Task prompt:
Could you write out the records exactly as they are given?

Collected data:
┌──
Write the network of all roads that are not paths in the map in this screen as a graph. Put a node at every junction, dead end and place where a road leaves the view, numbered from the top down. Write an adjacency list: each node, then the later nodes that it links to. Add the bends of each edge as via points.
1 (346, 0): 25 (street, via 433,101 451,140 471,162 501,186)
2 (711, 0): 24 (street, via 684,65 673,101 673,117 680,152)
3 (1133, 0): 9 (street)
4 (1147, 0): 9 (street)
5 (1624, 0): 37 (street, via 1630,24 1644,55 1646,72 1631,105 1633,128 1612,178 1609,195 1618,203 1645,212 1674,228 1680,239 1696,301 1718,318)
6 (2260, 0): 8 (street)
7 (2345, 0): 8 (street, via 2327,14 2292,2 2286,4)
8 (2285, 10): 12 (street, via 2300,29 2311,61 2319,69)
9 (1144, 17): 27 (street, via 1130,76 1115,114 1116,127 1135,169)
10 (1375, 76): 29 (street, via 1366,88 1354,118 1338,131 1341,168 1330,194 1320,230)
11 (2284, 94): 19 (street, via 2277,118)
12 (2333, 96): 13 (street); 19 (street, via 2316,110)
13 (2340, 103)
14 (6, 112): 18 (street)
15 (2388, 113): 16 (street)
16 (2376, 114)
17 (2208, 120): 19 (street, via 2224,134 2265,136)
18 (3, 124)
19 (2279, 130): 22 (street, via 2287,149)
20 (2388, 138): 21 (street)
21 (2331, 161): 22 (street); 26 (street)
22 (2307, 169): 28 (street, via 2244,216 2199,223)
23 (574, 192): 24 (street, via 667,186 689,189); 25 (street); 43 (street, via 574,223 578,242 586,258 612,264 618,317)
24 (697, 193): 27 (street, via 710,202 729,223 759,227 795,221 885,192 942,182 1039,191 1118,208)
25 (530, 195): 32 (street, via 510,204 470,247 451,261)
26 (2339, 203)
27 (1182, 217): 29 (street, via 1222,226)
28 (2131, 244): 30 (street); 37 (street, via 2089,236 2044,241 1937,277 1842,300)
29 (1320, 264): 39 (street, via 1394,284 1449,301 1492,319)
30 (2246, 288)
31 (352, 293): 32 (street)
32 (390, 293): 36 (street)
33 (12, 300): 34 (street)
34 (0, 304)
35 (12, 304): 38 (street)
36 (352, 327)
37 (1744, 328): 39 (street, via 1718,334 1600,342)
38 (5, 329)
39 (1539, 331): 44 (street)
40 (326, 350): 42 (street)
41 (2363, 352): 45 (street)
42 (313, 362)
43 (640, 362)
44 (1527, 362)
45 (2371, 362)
└──
Output for this exercise:
Write the network of all roads that are not paths in the map in this screen as a graph. Put a node at every junction, dead end and place where a road leaves the view, numbered from the top down. Write an adjacency list: each node, then the later nodes that it links to. Add the bends of each edge as via points.
1 (346, 0): 25 (street, via 433,101 451,140 471,162 501,186)
2 (711, 0): 24 (street, via 684,65 673,101 673,117 680,152)
3 (1133, 0): 9 (street)
4 (1147, 0): 9 (street)
5 (1624, 0): 37 (street, via 1630,24 1644,55 1646,72 1631,105 1633,128 1612,178 1609,195 1618,203 1645,212 1674,228 1680,239 1696,301 1718,318)
6 (2260, 0): 8 (street)
7 (2345, 0): 8 (street, via 2327,14 2292,2 2286,4)
8 (2285, 10): 12 (street, via 2300,29 2311,61 2319,69)
9 (1144, 17): 27 (street, via 1130,76 1115,114 1116,127 1135,169)
10 (1375, 76): 29 (street, via 1366,88 1354,118 1338,131 1341,168 1330,194 1320,230)
11 (2284, 94): 19 (street, via 2277,118)
12 (2333, 96): 13 (street); 19 (street, via 2316,110)
13 (2340, 103)
14 (6, 112): 18 (street)
15 (2388, 113): 16 (street)
16 (2376, 114)
17 (2208, 120): 19 (street, via 2224,134 2265,136)
18 (3, 124)
19 (2279, 130): 22 (street, via 2287,149)
20 (2388, 138): 21 (street)
21 (2331, 161): 22 (street); 26 (street)
22 (2307, 169): 28 (street, via 2244,216 2199,223)
23 (574, 192): 24 (street, via 667,186 689,189); 25 (street); 43 (street, via 574,223 578,242 586,258 612,264 618,317)
24 (697, 193): 27 (street, via 710,202 729,223 759,227 795,221 885,192 942,182 1039,191 1118,208)
25 (530, 195): 32 (street, via 510,204 470,247 451,261)
26 (2339, 203)
27 (1182, 217): 29 (street, via 1222,226)
28 (2131, 244): 30 (street); 37 (street, via 2089,236 2044,241 1937,277 1842,300)
29 (1320, 264): 39 (street, via 1394,284 1449,301 1492,319)
30 (2246, 288)
31 (352, 293): 32 (street)
32 (390, 293): 36 (street)
33 (12, 300): 34 (street)
34 (0, 304)
35 (12, 304): 38 (street)
36 (352, 327)
37 (1744, 328): 39 (street, via 1718,334 1600,342)
38 (5, 329)
39 (1539, 331): 44 (street)
40 (326, 350): 42 (street)
41 (2363, 352): 45 (street)
42 (313, 362)
43 (640, 362)
44 (1527, 362)
45 (2371, 362)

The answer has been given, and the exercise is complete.